┏━━

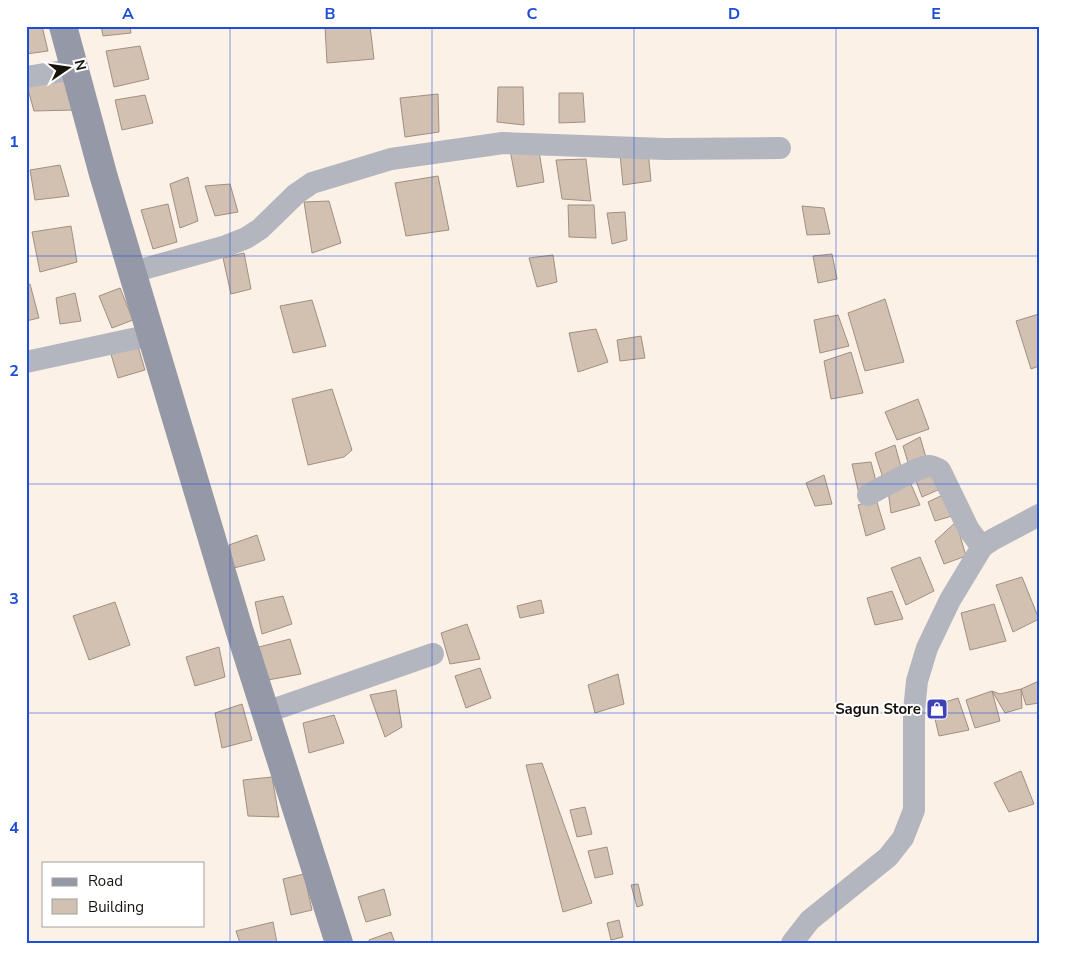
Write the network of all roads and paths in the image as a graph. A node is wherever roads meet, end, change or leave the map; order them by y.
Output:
1 (63, 26) edge
2 (75, 69) junction
3 (26, 77) edge
4 (780, 148) dead end
5 (133, 272) junction
6 (151, 335) junction
7 (26, 362) edge
8 (868, 495) dead end
9 (1039, 515) edge
10 (982, 547) junction
11 (433, 654) dead end
12 (266, 711) junction
13 (339, 943) edge
14 (792, 943) edge

1 - 2 street
2 - 3 street
2 - 5 street
4 - 5 street
5 - 6 street
6 - 7 street
6 - 12 street
8 - 10 street
9 - 10 street
10 - 14 street
11 - 12 street
12 - 13 street

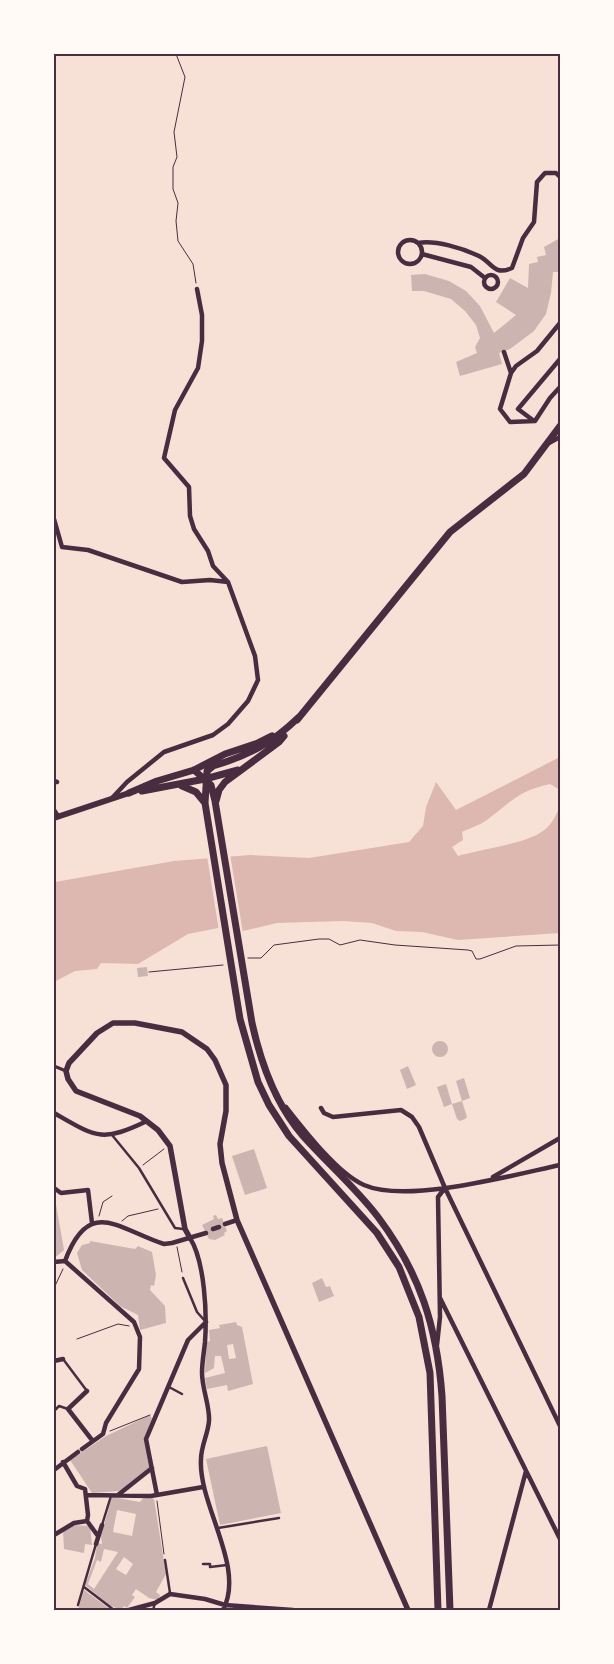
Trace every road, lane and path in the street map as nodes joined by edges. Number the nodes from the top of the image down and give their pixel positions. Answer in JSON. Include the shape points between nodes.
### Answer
{"nodes":[{"id":1,"x":176,"y":54,"type":"edge"},
{"id":2,"x":560,"y":177,"type":"edge"},
{"id":3,"x":418,"y":243,"type":"junction"},
{"id":4,"x":422,"y":254,"type":"junction"},
{"id":5,"x":485,"y":278,"type":"dead end"},
{"id":6,"x":197,"y":290,"type":"joint"},
{"id":7,"x":560,"y":323,"type":"edge"},
{"id":8,"x":504,"y":352,"type":"dead end"},
{"id":9,"x":560,"y":359,"type":"edge"},
{"id":10,"x":511,"y":373,"type":"junction"},
{"id":11,"x":560,"y":387,"type":"edge"},
{"id":12,"x":535,"y":421,"type":"junction"},
{"id":13,"x":560,"y":426,"type":"edge"},
{"id":14,"x":560,"y":437,"type":"edge"},
{"id":15,"x":547,"y":444,"type":"junction"},
{"id":16,"x":54,"y":519,"type":"edge"},
{"id":17,"x":228,"y":582,"type":"junction"},
{"id":18,"x":299,"y":717,"type":"junction"},
{"id":19,"x":251,"y":763,"type":"junction"},
{"id":20,"x":194,"y":770,"type":"junction"},
{"id":21,"x":205,"y":779,"type":"junction"},
{"id":22,"x":180,"y":785,"type":"junction"},
{"id":23,"x":129,"y":793,"type":"junction"},
{"id":24,"x":113,"y":797,"type":"junction"},
{"id":25,"x":216,"y":801,"type":"junction"},
{"id":26,"x":205,"y":803,"type":"junction"},
{"id":27,"x":54,"y":810,"type":"edge"},
{"id":28,"x":56,"y":817,"type":"edge"},
{"id":29,"x":560,"y":945,"type":"edge"},
{"id":30,"x":245,"y":959,"type":"dead end"},
{"id":31,"x":230,"y":963,"type":"dead end"},
{"id":32,"x":149,"y":972,"type":"dead end"},
{"id":33,"x":54,"y":1066,"type":"edge"},
{"id":34,"x":66,"y":1071,"type":"junction"},
{"id":35,"x":277,"y":1097,"type":"junction"},
{"id":36,"x":321,"y":1108,"type":"dead end"},
{"id":37,"x":54,"y":1113,"type":"edge"},
{"id":38,"x":147,"y":1122,"type":"junction"},
{"id":39,"x":112,"y":1135,"type":"junction"},
{"id":40,"x":560,"y":1138,"type":"edge"},
{"id":41,"x":164,"y":1149,"type":"dead end"},
{"id":42,"x":560,"y":1165,"type":"edge"},
{"id":43,"x":138,"y":1168,"type":"junction"},
{"id":44,"x":489,"y":1179,"type":"junction"},
{"id":45,"x":54,"y":1188,"type":"edge"},
{"id":46,"x":445,"y":1188,"type":"junction"},
{"id":47,"x":112,"y":1196,"type":"dead end"},
{"id":48,"x":163,"y":1208,"type":"junction"},
{"id":49,"x":237,"y":1220,"type":"junction"},
{"id":50,"x":98,"y":1221,"type":"junction"},
{"id":51,"x":92,"y":1223,"type":"junction"},
{"id":52,"x":118,"y":1224,"type":"junction"},
{"id":53,"x":225,"y":1224,"type":"dead end"},
{"id":54,"x":219,"y":1226,"type":"dead end"},
{"id":55,"x":185,"y":1229,"type":"junction"},
{"id":56,"x":213,"y":1229,"type":"dead end"},
{"id":57,"x":206,"y":1233,"type":"dead end"},
{"id":58,"x":190,"y":1238,"type":"junction"},
{"id":59,"x":176,"y":1242,"type":"junction"},
{"id":60,"x":65,"y":1261,"type":"junction"},
{"id":61,"x":54,"y":1262,"type":"edge"},
{"id":62,"x":183,"y":1278,"type":"joint"},
{"id":63,"x":54,"y":1288,"type":"edge"},
{"id":64,"x":440,"y":1298,"type":"junction"},
{"id":65,"x":206,"y":1322,"type":"junction"},
{"id":66,"x":137,"y":1328,"type":"junction"},
{"id":67,"x":77,"y":1340,"type":"dead end"},
{"id":68,"x":437,"y":1346,"type":"junction"},
{"id":69,"x":63,"y":1358,"type":"joint"},
{"id":70,"x":54,"y":1362,"type":"edge"},
{"id":71,"x":168,"y":1386,"type":"junction"},
{"id":72,"x":88,"y":1391,"type":"joint"},
{"id":73,"x":182,"y":1394,"type":"dead end"},
{"id":74,"x":68,"y":1409,"type":"junction"},
{"id":75,"x":54,"y":1411,"type":"edge"},
{"id":76,"x":158,"y":1412,"type":"junction"},
{"id":77,"x":560,"y":1426,"type":"edge"},
{"id":78,"x":104,"y":1434,"type":"junction"},
{"id":79,"x":92,"y":1440,"type":"junction"},
{"id":80,"x":64,"y":1462,"type":"junction"},
{"id":81,"x":152,"y":1468,"type":"junction"},
{"id":82,"x":54,"y":1470,"type":"edge"},
{"id":83,"x":526,"y":1472,"type":"junction"},
{"id":84,"x":203,"y":1486,"type":"junction"},
{"id":85,"x":112,"y":1494,"type":"junction"},
{"id":86,"x":87,"y":1495,"type":"junction"},
{"id":87,"x":118,"y":1495,"type":"junction"},
{"id":88,"x":157,"y":1495,"type":"junction"},
{"id":89,"x":279,"y":1518,"type":"dead end"},
{"id":90,"x":87,"y":1521,"type":"junction"},
{"id":91,"x":102,"y":1525,"type":"joint"},
{"id":92,"x":216,"y":1529,"type":"junction"},
{"id":93,"x":54,"y":1535,"type":"edge"},
{"id":94,"x":98,"y":1536,"type":"junction"},
{"id":95,"x":560,"y":1539,"type":"edge"},
{"id":96,"x":96,"y":1544,"type":"joint"},
{"id":97,"x":164,"y":1560,"type":"joint"},
{"id":98,"x":203,"y":1564,"type":"dead end"},
{"id":99,"x":227,"y":1565,"type":"junction"},
{"id":100,"x":83,"y":1586,"type":"junction"},
{"id":101,"x":168,"y":1595,"type":"junction"},
{"id":102,"x":155,"y":1603,"type":"junction"},
{"id":103,"x":78,"y":1605,"type":"dead end"},
{"id":104,"x":224,"y":1608,"type":"edge"},
{"id":105,"x":114,"y":1610,"type":"edge"},
{"id":106,"x":127,"y":1610,"type":"edge"},
{"id":107,"x":153,"y":1610,"type":"edge"},
{"id":108,"x":293,"y":1610,"type":"edge"},
{"id":109,"x":408,"y":1610,"type":"edge"},
{"id":110,"x":438,"y":1610,"type":"edge"},
{"id":111,"x":450,"y":1610,"type":"edge"},
{"id":112,"x":489,"y":1610,"type":"edge"}],
"edges":[{"from":1,"to":6,"type":"path","via":[[185,77],[174,132],[177,157],[173,167],[173,189],[178,203],[178,241],[192,264]]},
{"from":2,"to":3,"type":"street","via":[[556,173],[545,174],[537,182],[534,222],[523,238],[512,268],[504,271],[493,268],[480,256],[429,241]]},
{"from":3,"to":4,"type":"street"},
{"from":3,"to":4,"type":"street","via":[[404,242],[398,254],[412,264]]},
{"from":4,"to":5,"type":"street","via":[[471,267]]},
{"from":6,"to":17,"type":"street","via":[[202,315],[198,368],[175,410],[164,458],[189,487],[194,529],[208,551],[212,566]]},
{"from":7,"to":10,"type":"street","via":[[537,351]]},
{"from":8,"to":10,"type":"street"},
{"from":9,"to":12,"type":"street","via":[[518,409]]},
{"from":10,"to":12,"type":"street","via":[[500,409],[510,422]]},
{"from":11,"to":12,"type":"street"},
{"from":13,"to":15,"type":"main road"},
{"from":14,"to":15,"type":"street"},
{"from":15,"to":18,"type":"main road","via":[[524,474],[450,532]]},
{"from":16,"to":17,"type":"street","via":[[62,547],[88,550],[182,582]]},
{"from":17,"to":24,"type":"street","via":[[255,656],[258,680],[248,701],[228,724],[213,735],[164,752],[126,782]]},
{"from":18,"to":19,"type":"main road","via":[[279,742]]},
{"from":18,"to":20,"type":"main road","via":[[264,741],[225,754]]},
{"from":18,"to":21,"type":"main road","via":[[264,746],[213,766]]},
{"from":19,"to":21,"type":"main road","via":[[225,775]]},
{"from":19,"to":25,"type":"main road","via":[[221,786]]},
{"from":20,"to":21,"type":"main road"},
{"from":20,"to":23,"type":"main road"},
{"from":21,"to":22,"type":"main road"},
{"from":21,"to":25,"type":"main road","via":[[211,785]]},
{"from":21,"to":26,"type":"main road"},
{"from":22,"to":23,"type":"main road"},
{"from":22,"to":26,"type":"main road","via":[[196,792]]},
{"from":23,"to":24,"type":"main road"},
{"from":24,"to":28,"type":"main road"},
{"from":25,"to":35,"type":"main road","via":[[259,1052]]},
{"from":26,"to":110,"type":"main road","via":[[248,1054],[268,1105],[289,1136],[377,1233],[399,1267],[424,1336],[430,1374]]},
{"from":27,"to":28,"type":"street"},
{"from":29,"to":30,"type":"path","via":[[516,946],[476,959],[468,950],[360,940],[340,945],[318,939],[274,945],[261,958]]},
{"from":31,"to":32,"type":"path"},
{"from":33,"to":34,"type":"street"},
{"from":34,"to":38,"type":"street","via":[[76,1091],[140,1116]]},
{"from":34,"to":49,"type":"street","via":[[81,1049],[113,1023],[182,1032],[207,1049],[226,1085],[226,1111],[220,1144]]},
{"from":35,"to":46,"type":"street","via":[[351,1178],[390,1192]]},
{"from":35,"to":68,"type":"main road","via":[[302,1134],[365,1201],[399,1247],[422,1295]]},
{"from":36,"to":46,"type":"street","via":[[333,1117],[396,1109],[407,1113],[419,1127]]},
{"from":37,"to":39,"type":"street","via":[[84,1131]]},
{"from":38,"to":39,"type":"street"},
{"from":38,"to":55,"type":"street","via":[[158,1130],[172,1152]]},
{"from":39,"to":43,"type":"lane"},
{"from":40,"to":44,"type":"street"},
{"from":41,"to":43,"type":"path"},
{"from":42,"to":44,"type":"street"},
{"from":43,"to":48,"type":"lane"},
{"from":44,"to":46,"type":"street"},
{"from":45,"to":51,"type":"street","via":[[61,1193],[88,1190]]},
{"from":46,"to":64,"type":"street","via":[[438,1196]]},
{"from":46,"to":77,"type":"street"},
{"from":47,"to":50,"type":"path","via":[[103,1202]]},
{"from":48,"to":52,"type":"path","via":[[128,1216]]},
{"from":48,"to":55,"type":"lane","via":[[175,1228]]},
{"from":49,"to":53,"type":"street"},
{"from":49,"to":109,"type":"street"},
{"from":50,"to":51,"type":"street"},
{"from":50,"to":52,"type":"street"},
{"from":51,"to":60,"type":"street","via":[[80,1235]]},
{"from":52,"to":59,"type":"street","via":[[164,1244]]},
{"from":54,"to":56,"type":"street"},
{"from":55,"to":58,"type":"street"},
{"from":57,"to":58,"type":"street"},
{"from":58,"to":59,"type":"street"},
{"from":58,"to":65,"type":"street","via":[[201,1279]]},
{"from":59,"to":62,"type":"path"},
{"from":60,"to":61,"type":"street"},
{"from":60,"to":63,"type":"path"},
{"from":60,"to":66,"type":"street"},
{"from":62,"to":65,"type":"lane","via":[[197,1312]]},
{"from":64,"to":68,"type":"street"},
{"from":64,"to":83,"type":"street"},
{"from":65,"to":71,"type":"street","via":[[188,1340]]},
{"from":65,"to":84,"type":"street","via":[[202,1370],[209,1420],[201,1458]]},
{"from":66,"to":67,"type":"path","via":[[118,1324]]},
{"from":66,"to":78,"type":"street","via":[[140,1338],[139,1369],[106,1423]]},
{"from":68,"to":111,"type":"main road","via":[[442,1396]]},
{"from":69,"to":70,"type":"street"},
{"from":69,"to":72,"type":"lane"},
{"from":71,"to":73,"type":"lane"},
{"from":71,"to":76,"type":"street"},
{"from":72,"to":74,"type":"street"},
{"from":74,"to":75,"type":"lane","via":[[59,1406]]},
{"from":74,"to":79,"type":"street"},
{"from":76,"to":78,"type":"path"},
{"from":76,"to":81,"type":"street","via":[[146,1439]]},
{"from":78,"to":79,"type":"street"},
{"from":79,"to":80,"type":"street"},
{"from":80,"to":82,"type":"street"},
{"from":80,"to":86,"type":"street","via":[[77,1486]]},
{"from":81,"to":87,"type":"street"},
{"from":81,"to":88,"type":"street"},
{"from":83,"to":95,"type":"street"},
{"from":83,"to":112,"type":"street"},
{"from":84,"to":88,"type":"street"},
{"from":84,"to":92,"type":"street"},
{"from":85,"to":86,"type":"street"},
{"from":85,"to":87,"type":"street"},
{"from":85,"to":91,"type":"lane"},
{"from":86,"to":90,"type":"street"},
{"from":87,"to":88,"type":"street"},
{"from":88,"to":97,"type":"path"},
{"from":89,"to":92,"type":"lane"},
{"from":90,"to":93,"type":"street","via":[[74,1523]]},
{"from":90,"to":94,"type":"street"},
{"from":91,"to":94,"type":"street"},
{"from":92,"to":99,"type":"street"},
{"from":94,"to":96,"type":"street"},
{"from":96,"to":100,"type":"lane"},
{"from":97,"to":101,"type":"lane"},
{"from":98,"to":99,"type":"lane","via":[[210,1564],[210,1567]]},
{"from":99,"to":104,"type":"street"},
{"from":100,"to":103,"type":"lane"},
{"from":100,"to":105,"type":"lane"},
{"from":101,"to":102,"type":"street"},
{"from":101,"to":104,"type":"street","via":[[205,1599]]},
{"from":102,"to":106,"type":"street"},
{"from":102,"to":107,"type":"lane"},
{"from":104,"to":108,"type":"street"}]}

┗━━

▶ **Action item**: Among the lines above, find those that contain the word "joint" and copy them.

▶ **Your solution**:
{"id":6,"x":197,"y":290,"type":"joint"},
{"id":62,"x":183,"y":1278,"type":"joint"},
{"id":69,"x":63,"y":1358,"type":"joint"},
{"id":72,"x":88,"y":1391,"type":"joint"},
{"id":91,"x":102,"y":1525,"type":"joint"},
{"id":96,"x":96,"y":1544,"type":"joint"},
{"id":97,"x":164,"y":1560,"type":"joint"},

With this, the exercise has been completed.